Locate each line with the string "road" in the listing below and copy it.

Available data:
####################

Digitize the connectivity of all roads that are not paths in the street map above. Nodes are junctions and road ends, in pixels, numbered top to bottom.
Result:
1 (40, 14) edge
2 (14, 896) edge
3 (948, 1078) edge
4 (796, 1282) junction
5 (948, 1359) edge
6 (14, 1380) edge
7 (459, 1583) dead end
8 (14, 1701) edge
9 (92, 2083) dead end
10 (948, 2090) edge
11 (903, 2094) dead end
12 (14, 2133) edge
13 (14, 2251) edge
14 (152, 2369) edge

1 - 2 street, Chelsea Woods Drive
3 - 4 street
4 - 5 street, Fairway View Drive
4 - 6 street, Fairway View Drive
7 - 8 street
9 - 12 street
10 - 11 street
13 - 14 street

####################

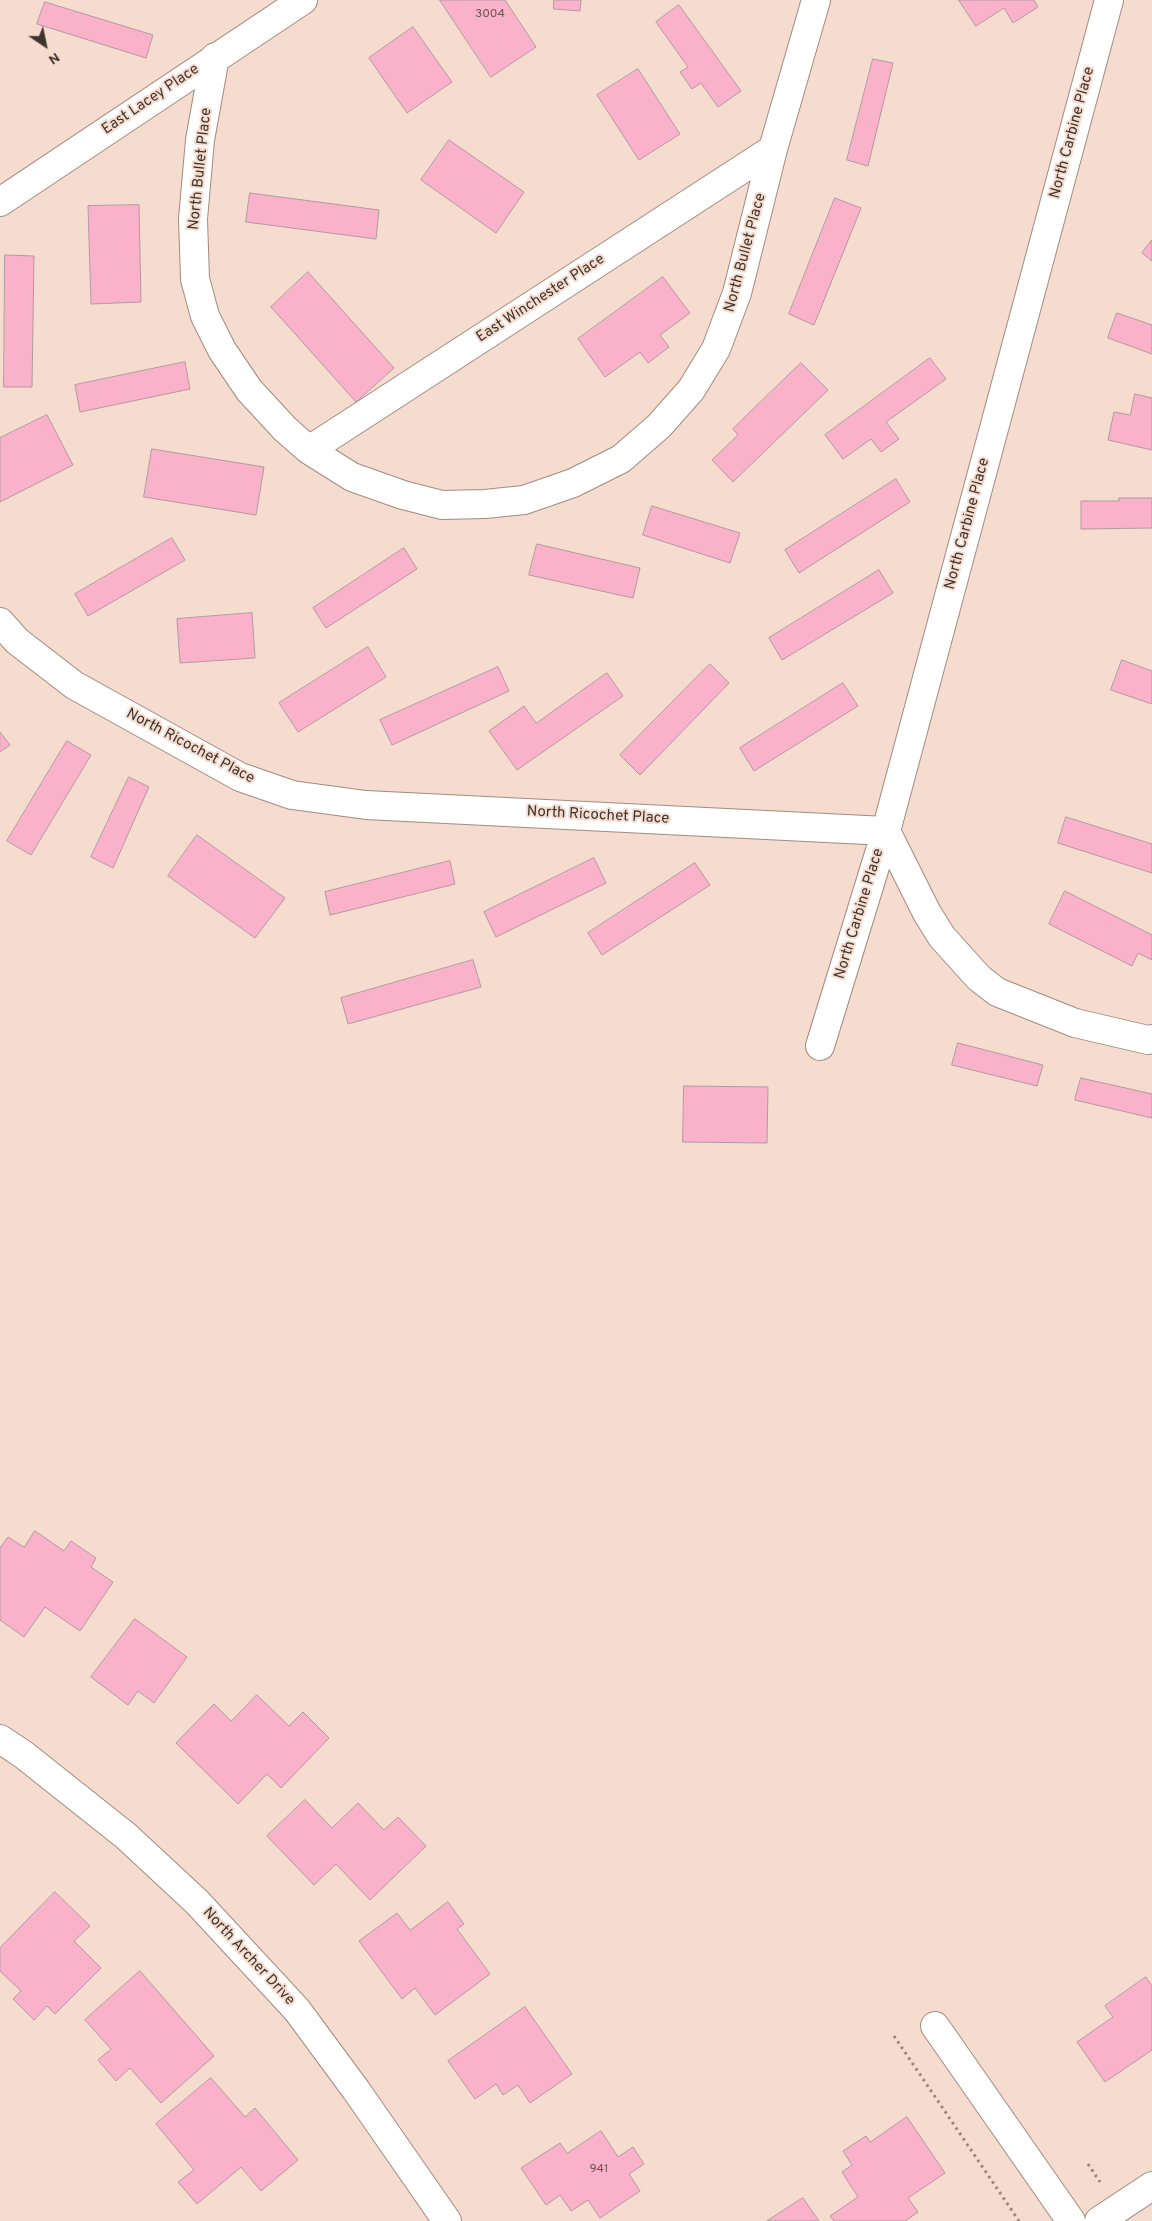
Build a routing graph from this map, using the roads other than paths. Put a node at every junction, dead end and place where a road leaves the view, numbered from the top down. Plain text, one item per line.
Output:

####################

Task result:
Digitize the connectivity of all roads that are not paths in the street map above. Nodes are junctions and road ends, in pixels, numbered top to bottom.
Build a routing graph from this map, using the roads other than paths. Put a node at every junction, dead end and place where a road leaves the view, numbered from the top down. Plain text, one item per line.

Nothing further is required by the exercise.